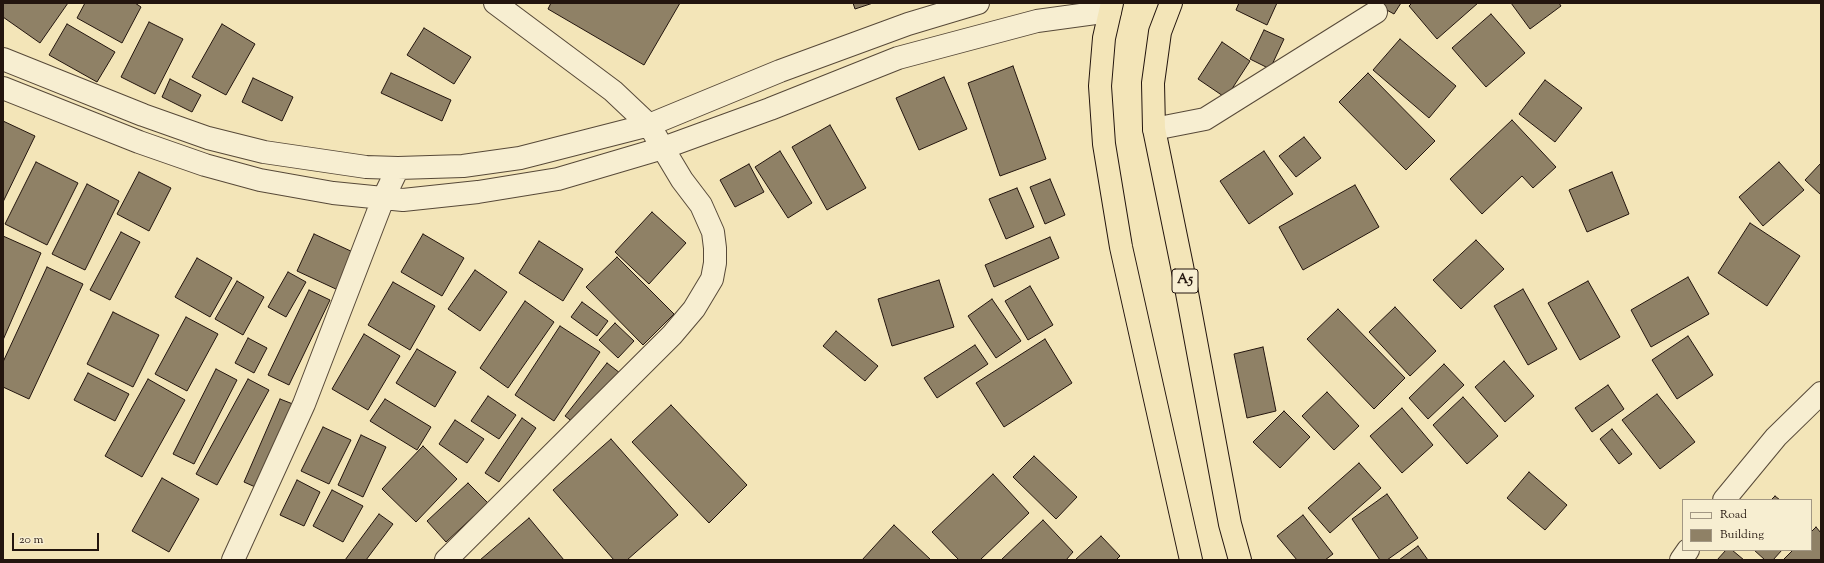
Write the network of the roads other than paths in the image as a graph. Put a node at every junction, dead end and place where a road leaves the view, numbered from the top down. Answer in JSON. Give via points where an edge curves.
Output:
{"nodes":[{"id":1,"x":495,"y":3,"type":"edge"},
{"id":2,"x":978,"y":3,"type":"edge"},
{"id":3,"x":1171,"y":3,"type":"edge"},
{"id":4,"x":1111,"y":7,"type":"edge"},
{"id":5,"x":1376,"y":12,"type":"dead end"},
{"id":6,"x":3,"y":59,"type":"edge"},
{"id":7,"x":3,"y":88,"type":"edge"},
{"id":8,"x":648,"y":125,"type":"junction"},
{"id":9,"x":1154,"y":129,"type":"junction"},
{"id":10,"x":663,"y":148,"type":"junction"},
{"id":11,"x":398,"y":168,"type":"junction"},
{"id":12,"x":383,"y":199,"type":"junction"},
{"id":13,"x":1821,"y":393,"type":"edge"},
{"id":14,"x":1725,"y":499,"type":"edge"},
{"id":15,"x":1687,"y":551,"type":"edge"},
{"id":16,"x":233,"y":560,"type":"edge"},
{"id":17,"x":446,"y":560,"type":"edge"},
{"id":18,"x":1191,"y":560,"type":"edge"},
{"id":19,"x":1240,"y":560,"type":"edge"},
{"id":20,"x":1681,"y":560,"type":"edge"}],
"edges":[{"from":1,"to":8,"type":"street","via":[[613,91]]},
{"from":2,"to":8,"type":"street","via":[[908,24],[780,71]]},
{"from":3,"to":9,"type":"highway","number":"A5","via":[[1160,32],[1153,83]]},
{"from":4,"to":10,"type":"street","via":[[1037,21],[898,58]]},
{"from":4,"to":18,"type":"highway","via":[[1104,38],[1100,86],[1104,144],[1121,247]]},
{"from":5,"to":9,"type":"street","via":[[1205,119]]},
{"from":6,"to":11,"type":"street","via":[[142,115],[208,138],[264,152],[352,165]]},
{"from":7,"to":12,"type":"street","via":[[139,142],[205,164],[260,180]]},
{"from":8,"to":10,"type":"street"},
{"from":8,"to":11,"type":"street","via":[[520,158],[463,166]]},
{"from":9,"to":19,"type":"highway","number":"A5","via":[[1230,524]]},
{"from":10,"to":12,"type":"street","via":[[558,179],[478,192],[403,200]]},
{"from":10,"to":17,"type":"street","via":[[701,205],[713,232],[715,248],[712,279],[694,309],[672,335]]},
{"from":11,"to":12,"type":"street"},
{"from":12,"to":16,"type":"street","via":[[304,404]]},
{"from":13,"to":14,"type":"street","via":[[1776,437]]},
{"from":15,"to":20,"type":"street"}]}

____

> Exercise directions
For every line of the material that holds the word "dead", make a copy.

> Response area
Write the network of the roads other than paths in the image as a graph. Put a node at every junction, dead end and place where a road leaves the view, numbered from the top down. Answer in JSON. Give via points where an edge curves.
{"id":5,"x":1376,"y":12,"type":"dead end"},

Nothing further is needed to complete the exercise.